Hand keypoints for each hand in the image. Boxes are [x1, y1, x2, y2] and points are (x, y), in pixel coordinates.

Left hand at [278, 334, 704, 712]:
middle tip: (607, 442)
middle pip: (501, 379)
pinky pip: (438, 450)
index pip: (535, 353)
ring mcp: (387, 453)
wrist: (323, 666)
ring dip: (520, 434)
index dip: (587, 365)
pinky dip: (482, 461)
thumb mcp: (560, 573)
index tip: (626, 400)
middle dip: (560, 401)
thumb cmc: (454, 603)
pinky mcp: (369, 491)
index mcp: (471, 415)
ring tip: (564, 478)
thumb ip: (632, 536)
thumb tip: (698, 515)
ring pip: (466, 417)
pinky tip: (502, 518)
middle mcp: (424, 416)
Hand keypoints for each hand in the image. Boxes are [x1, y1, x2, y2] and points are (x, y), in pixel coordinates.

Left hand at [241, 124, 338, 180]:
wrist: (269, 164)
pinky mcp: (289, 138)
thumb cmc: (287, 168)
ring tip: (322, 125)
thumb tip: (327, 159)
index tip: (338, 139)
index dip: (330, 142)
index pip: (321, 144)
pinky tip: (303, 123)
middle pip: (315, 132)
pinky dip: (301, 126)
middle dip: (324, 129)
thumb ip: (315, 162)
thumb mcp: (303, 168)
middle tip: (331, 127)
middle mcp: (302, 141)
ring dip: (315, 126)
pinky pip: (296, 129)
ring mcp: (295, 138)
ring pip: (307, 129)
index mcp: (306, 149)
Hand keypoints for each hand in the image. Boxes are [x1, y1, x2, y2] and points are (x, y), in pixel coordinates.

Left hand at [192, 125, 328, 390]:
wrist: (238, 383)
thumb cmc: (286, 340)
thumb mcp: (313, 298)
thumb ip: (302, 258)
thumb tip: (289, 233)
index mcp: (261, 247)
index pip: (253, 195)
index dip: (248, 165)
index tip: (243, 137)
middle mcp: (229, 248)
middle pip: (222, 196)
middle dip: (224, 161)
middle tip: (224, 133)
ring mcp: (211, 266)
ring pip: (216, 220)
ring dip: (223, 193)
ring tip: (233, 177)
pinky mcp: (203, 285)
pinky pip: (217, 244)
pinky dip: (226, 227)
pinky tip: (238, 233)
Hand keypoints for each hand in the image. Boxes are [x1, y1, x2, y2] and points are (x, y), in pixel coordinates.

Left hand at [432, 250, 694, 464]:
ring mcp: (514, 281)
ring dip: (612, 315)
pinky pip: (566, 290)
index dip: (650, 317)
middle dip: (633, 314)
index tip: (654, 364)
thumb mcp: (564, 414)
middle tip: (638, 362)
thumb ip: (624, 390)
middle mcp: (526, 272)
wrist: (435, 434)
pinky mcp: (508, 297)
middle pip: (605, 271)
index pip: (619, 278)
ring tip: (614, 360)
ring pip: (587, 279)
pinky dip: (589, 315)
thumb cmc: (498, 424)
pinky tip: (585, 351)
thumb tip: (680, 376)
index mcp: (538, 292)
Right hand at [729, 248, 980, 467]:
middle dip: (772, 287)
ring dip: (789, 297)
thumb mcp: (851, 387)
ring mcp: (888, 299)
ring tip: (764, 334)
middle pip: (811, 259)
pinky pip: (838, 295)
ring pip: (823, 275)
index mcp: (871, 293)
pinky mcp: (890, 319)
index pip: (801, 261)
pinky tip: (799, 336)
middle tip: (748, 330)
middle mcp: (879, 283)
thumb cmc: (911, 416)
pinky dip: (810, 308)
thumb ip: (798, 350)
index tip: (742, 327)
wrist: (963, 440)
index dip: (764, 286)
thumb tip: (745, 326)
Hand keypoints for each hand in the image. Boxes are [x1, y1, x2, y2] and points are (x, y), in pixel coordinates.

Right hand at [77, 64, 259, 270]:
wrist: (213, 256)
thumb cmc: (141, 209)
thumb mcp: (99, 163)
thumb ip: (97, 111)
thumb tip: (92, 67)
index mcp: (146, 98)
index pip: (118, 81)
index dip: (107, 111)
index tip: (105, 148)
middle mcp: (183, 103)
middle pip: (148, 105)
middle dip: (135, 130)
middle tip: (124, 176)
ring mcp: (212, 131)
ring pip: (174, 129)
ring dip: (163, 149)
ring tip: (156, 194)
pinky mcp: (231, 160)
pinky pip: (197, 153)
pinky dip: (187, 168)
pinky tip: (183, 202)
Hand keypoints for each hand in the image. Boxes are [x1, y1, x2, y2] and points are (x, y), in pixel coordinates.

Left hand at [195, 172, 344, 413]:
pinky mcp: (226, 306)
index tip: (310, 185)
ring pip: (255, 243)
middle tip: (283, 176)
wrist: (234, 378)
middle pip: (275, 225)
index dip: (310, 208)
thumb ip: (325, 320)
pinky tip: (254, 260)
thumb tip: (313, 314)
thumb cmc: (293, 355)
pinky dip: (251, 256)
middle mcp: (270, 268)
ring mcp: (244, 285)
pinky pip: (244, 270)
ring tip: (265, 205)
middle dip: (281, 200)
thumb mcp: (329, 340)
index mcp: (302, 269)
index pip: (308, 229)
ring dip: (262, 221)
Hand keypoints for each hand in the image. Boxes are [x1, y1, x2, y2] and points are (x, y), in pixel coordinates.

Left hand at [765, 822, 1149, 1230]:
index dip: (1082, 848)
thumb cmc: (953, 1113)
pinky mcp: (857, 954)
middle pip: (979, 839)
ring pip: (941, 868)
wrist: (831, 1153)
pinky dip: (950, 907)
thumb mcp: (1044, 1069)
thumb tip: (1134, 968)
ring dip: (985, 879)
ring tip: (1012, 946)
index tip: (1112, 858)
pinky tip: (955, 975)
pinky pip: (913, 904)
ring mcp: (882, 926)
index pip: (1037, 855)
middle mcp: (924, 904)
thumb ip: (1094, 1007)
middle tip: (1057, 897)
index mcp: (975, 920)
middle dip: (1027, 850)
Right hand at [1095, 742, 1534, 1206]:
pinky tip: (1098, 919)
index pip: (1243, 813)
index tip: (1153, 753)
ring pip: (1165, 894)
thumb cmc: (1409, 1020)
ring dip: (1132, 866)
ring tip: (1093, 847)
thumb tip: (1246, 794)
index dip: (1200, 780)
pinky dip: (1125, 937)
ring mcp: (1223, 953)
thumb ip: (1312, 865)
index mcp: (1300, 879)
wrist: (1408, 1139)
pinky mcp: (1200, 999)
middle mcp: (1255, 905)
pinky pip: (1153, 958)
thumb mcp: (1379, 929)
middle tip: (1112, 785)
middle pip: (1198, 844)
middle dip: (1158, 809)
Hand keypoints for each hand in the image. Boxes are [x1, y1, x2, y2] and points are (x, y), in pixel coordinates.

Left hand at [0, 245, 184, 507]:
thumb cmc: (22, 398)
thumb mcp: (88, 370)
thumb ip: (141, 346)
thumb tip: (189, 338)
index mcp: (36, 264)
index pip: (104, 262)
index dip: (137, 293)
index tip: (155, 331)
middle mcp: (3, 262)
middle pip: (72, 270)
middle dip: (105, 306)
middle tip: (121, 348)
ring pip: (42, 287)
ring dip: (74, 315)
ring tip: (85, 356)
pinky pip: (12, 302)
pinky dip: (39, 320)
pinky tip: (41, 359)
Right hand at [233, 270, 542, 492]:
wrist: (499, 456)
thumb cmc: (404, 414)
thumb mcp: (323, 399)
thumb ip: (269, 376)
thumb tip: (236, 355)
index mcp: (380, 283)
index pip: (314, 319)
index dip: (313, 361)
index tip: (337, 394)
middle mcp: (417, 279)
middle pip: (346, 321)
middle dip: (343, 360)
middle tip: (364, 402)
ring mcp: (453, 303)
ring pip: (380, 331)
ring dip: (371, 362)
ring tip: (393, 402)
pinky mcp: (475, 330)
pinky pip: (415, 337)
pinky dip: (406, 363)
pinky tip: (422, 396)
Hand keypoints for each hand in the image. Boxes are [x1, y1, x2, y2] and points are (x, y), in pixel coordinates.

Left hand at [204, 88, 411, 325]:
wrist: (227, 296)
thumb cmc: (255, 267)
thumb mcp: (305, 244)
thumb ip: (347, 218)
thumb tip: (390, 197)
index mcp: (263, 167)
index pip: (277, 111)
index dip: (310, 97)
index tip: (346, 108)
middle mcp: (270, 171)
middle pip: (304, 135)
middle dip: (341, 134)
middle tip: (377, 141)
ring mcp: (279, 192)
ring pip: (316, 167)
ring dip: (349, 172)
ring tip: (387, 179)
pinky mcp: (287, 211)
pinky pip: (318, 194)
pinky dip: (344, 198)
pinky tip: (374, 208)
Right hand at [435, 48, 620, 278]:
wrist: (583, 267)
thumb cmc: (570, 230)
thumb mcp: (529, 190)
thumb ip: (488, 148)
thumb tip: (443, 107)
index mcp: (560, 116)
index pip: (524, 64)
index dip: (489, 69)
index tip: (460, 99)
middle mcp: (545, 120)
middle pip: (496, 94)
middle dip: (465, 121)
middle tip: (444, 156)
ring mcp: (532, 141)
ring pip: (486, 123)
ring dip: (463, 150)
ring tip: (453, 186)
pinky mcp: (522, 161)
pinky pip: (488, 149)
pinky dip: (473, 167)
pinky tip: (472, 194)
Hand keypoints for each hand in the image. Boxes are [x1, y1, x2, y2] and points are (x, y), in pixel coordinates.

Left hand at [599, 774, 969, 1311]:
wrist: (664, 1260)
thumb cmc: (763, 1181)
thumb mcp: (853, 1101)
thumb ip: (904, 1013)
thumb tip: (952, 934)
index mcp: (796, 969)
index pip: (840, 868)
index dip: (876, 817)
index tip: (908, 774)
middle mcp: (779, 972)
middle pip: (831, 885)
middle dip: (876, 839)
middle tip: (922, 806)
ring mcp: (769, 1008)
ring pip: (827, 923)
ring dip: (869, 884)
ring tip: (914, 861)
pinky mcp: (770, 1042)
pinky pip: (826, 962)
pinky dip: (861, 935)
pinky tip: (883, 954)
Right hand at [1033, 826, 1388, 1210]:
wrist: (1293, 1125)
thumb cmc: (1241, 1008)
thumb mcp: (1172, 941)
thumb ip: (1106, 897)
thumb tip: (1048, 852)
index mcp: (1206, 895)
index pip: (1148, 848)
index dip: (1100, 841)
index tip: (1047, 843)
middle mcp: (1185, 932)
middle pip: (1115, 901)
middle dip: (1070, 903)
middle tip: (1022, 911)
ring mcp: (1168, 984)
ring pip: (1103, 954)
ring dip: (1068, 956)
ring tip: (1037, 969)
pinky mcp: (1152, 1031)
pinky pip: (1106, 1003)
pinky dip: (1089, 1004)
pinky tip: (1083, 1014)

EXERCISE: Output, from the data above, the lines from the line with "thumb tip: (1246, 794)" to the line with "ring pip: (42, 287)" exactly as they stand, both ends included and nothing else.

TASK SOLUTION:
thumb tip: (1246, 794)
index dip: (1200, 780)
pinky dip: (1125, 937)
ring mcp: (1223, 953)
thumb ip: (1312, 865)
index mcp: (1300, 879)
wrist: (1408, 1139)
pinky mcp: (1200, 999)
middle mcp: (1255, 905)
pinky pip: (1153, 958)
thumb mcp: (1379, 929)
middle tip: (1112, 785)
middle pip: (1198, 844)
middle dip: (1158, 809)
Hand keypoints for each hand in the image. Boxes are [x1, y1, x2, y2] and points are (x, y), in pixel coordinates.

Left hand at [0, 245, 184, 507]:
thumb cmc: (22, 398)
thumb mcp: (88, 370)
thumb ip: (141, 346)
thumb tip: (189, 338)
index mcp: (36, 264)
index pip: (104, 262)
index dip: (137, 293)
index tip: (155, 331)
middle mcp: (3, 262)
middle pip: (72, 270)
middle dip: (105, 306)
middle tip: (121, 348)
ring pip: (42, 287)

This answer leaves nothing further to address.